WORK INSTRUCTIONS: The word "main" marks the lines to find; copy every such line from the data below.

EXCERPTED RECORDS:
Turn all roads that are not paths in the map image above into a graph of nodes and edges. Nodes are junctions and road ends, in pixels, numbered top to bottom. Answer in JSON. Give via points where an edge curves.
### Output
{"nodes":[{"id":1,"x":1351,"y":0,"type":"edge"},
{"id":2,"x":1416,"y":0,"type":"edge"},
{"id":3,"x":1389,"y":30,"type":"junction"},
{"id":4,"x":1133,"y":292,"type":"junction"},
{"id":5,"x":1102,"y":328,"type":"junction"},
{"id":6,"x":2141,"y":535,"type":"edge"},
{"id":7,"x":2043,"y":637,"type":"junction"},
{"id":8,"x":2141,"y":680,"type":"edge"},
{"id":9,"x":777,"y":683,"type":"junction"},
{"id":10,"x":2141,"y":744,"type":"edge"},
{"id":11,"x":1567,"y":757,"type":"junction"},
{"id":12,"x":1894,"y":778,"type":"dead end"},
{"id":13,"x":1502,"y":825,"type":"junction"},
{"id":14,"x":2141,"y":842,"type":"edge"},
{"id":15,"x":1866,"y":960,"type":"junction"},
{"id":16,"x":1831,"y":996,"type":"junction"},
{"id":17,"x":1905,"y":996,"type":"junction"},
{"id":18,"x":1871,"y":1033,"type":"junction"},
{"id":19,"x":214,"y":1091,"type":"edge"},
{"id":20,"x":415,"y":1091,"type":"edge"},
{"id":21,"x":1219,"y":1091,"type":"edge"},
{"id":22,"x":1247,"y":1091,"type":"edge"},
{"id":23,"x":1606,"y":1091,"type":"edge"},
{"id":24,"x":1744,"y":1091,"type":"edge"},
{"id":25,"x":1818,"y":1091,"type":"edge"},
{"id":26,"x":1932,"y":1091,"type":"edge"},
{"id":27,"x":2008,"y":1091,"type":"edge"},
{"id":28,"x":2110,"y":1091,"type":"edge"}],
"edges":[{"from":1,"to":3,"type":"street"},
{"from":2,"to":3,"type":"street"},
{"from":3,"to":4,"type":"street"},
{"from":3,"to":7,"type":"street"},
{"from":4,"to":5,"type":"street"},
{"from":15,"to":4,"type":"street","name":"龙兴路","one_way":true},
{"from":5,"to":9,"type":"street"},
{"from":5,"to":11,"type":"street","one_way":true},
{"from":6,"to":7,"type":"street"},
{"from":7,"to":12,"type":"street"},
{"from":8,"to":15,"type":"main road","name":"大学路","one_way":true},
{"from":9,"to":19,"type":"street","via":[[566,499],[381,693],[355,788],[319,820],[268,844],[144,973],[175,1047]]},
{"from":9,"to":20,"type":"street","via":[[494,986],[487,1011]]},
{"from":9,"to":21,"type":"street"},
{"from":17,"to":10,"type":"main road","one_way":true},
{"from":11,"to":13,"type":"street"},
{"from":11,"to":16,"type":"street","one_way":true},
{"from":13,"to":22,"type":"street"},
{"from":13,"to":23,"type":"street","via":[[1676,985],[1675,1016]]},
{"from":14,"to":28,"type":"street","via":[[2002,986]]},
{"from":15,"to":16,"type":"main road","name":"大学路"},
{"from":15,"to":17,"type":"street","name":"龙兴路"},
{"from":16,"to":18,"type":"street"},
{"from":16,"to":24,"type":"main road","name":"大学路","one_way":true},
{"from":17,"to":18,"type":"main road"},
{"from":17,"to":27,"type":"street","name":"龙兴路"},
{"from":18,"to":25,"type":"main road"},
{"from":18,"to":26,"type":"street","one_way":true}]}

SOLVED EXERCISE:
{"from":8,"to":15,"type":"main road","name":"大学路","one_way":true},
{"from":17,"to":10,"type":"main road","one_way":true},
{"from":15,"to":16,"type":"main road","name":"大学路"},
{"from":16,"to":24,"type":"main road","name":"大学路","one_way":true},
{"from":17,"to":18,"type":"main road"},
{"from":18,"to":25,"type":"main road"},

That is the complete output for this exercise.